*** Begin section ***

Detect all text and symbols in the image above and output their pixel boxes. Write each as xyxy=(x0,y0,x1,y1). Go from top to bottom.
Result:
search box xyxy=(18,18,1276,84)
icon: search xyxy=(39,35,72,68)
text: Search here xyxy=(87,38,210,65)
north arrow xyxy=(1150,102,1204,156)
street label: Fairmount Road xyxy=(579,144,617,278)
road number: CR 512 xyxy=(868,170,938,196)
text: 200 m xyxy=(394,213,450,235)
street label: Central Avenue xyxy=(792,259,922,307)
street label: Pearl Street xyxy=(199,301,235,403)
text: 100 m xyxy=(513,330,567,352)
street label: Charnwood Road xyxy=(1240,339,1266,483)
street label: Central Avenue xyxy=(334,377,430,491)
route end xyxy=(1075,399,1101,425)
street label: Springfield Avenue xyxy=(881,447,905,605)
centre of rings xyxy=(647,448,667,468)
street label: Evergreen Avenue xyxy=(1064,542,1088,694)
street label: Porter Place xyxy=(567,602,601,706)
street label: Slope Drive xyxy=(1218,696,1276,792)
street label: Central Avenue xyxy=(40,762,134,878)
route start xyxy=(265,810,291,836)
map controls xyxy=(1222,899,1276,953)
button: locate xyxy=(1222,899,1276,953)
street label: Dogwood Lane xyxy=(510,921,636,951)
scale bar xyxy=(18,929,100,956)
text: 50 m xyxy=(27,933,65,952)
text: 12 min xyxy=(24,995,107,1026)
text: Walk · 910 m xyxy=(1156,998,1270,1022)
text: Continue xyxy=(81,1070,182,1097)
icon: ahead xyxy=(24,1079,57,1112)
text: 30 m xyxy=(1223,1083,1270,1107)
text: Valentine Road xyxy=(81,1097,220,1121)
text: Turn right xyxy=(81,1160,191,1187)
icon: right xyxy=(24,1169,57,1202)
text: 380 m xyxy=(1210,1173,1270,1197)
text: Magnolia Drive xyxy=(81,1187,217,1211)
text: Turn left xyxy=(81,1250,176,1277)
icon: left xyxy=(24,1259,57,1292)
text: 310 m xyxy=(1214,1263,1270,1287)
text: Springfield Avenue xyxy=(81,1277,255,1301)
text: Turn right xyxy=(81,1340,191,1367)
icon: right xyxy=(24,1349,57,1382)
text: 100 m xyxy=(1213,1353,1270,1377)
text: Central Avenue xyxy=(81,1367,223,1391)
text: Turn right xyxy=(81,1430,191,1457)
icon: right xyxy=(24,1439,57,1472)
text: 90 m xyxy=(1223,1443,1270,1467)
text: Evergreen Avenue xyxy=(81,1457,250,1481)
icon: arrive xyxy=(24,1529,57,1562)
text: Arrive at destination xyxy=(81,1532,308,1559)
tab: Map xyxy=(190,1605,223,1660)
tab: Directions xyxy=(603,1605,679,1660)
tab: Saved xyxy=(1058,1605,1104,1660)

*** End section ***

* What you will do: For this exercise, set down the entire listing above exactly as given.

* Solution:
Detect all text and symbols in the image above and output their pixel boxes. Write each as xyxy=(x0,y0,x1,y1). Go from top to bottom.
Result:
search box xyxy=(18,18,1276,84)
icon: search xyxy=(39,35,72,68)
text: Search here xyxy=(87,38,210,65)
north arrow xyxy=(1150,102,1204,156)
street label: Fairmount Road xyxy=(579,144,617,278)
road number: CR 512 xyxy=(868,170,938,196)
text: 200 m xyxy=(394,213,450,235)
street label: Central Avenue xyxy=(792,259,922,307)
street label: Pearl Street xyxy=(199,301,235,403)
text: 100 m xyxy=(513,330,567,352)
street label: Charnwood Road xyxy=(1240,339,1266,483)
street label: Central Avenue xyxy=(334,377,430,491)
route end xyxy=(1075,399,1101,425)
street label: Springfield Avenue xyxy=(881,447,905,605)
centre of rings xyxy=(647,448,667,468)
street label: Evergreen Avenue xyxy=(1064,542,1088,694)
street label: Porter Place xyxy=(567,602,601,706)
street label: Slope Drive xyxy=(1218,696,1276,792)
street label: Central Avenue xyxy=(40,762,134,878)
route start xyxy=(265,810,291,836)
map controls xyxy=(1222,899,1276,953)
button: locate xyxy=(1222,899,1276,953)
street label: Dogwood Lane xyxy=(510,921,636,951)
scale bar xyxy=(18,929,100,956)
text: 50 m xyxy=(27,933,65,952)
text: 12 min xyxy=(24,995,107,1026)
text: Walk · 910 m xyxy=(1156,998,1270,1022)
text: Continue xyxy=(81,1070,182,1097)
icon: ahead xyxy=(24,1079,57,1112)
text: 30 m xyxy=(1223,1083,1270,1107)
text: Valentine Road xyxy=(81,1097,220,1121)
text: Turn right xyxy=(81,1160,191,1187)
icon: right xyxy=(24,1169,57,1202)
text: 380 m xyxy=(1210,1173,1270,1197)
text: Magnolia Drive xyxy=(81,1187,217,1211)
text: Turn left xyxy=(81,1250,176,1277)
icon: left xyxy=(24,1259,57,1292)
text: 310 m xyxy=(1214,1263,1270,1287)
text: Springfield Avenue xyxy=(81,1277,255,1301)
text: Turn right xyxy=(81,1340,191,1367)
icon: right xyxy=(24,1349,57,1382)
text: 100 m xyxy=(1213,1353,1270,1377)
text: Central Avenue xyxy=(81,1367,223,1391)
text: Turn right xyxy=(81,1430,191,1457)
icon: right xyxy=(24,1439,57,1472)
text: 90 m xyxy=(1223,1443,1270,1467)
text: Evergreen Avenue xyxy=(81,1457,250,1481)
icon: arrive xyxy=(24,1529,57,1562)
text: Arrive at destination xyxy=(81,1532,308,1559)
tab: Map xyxy=(190,1605,223,1660)
tab: Directions xyxy=(603,1605,679,1660)
tab: Saved xyxy=(1058,1605,1104,1660)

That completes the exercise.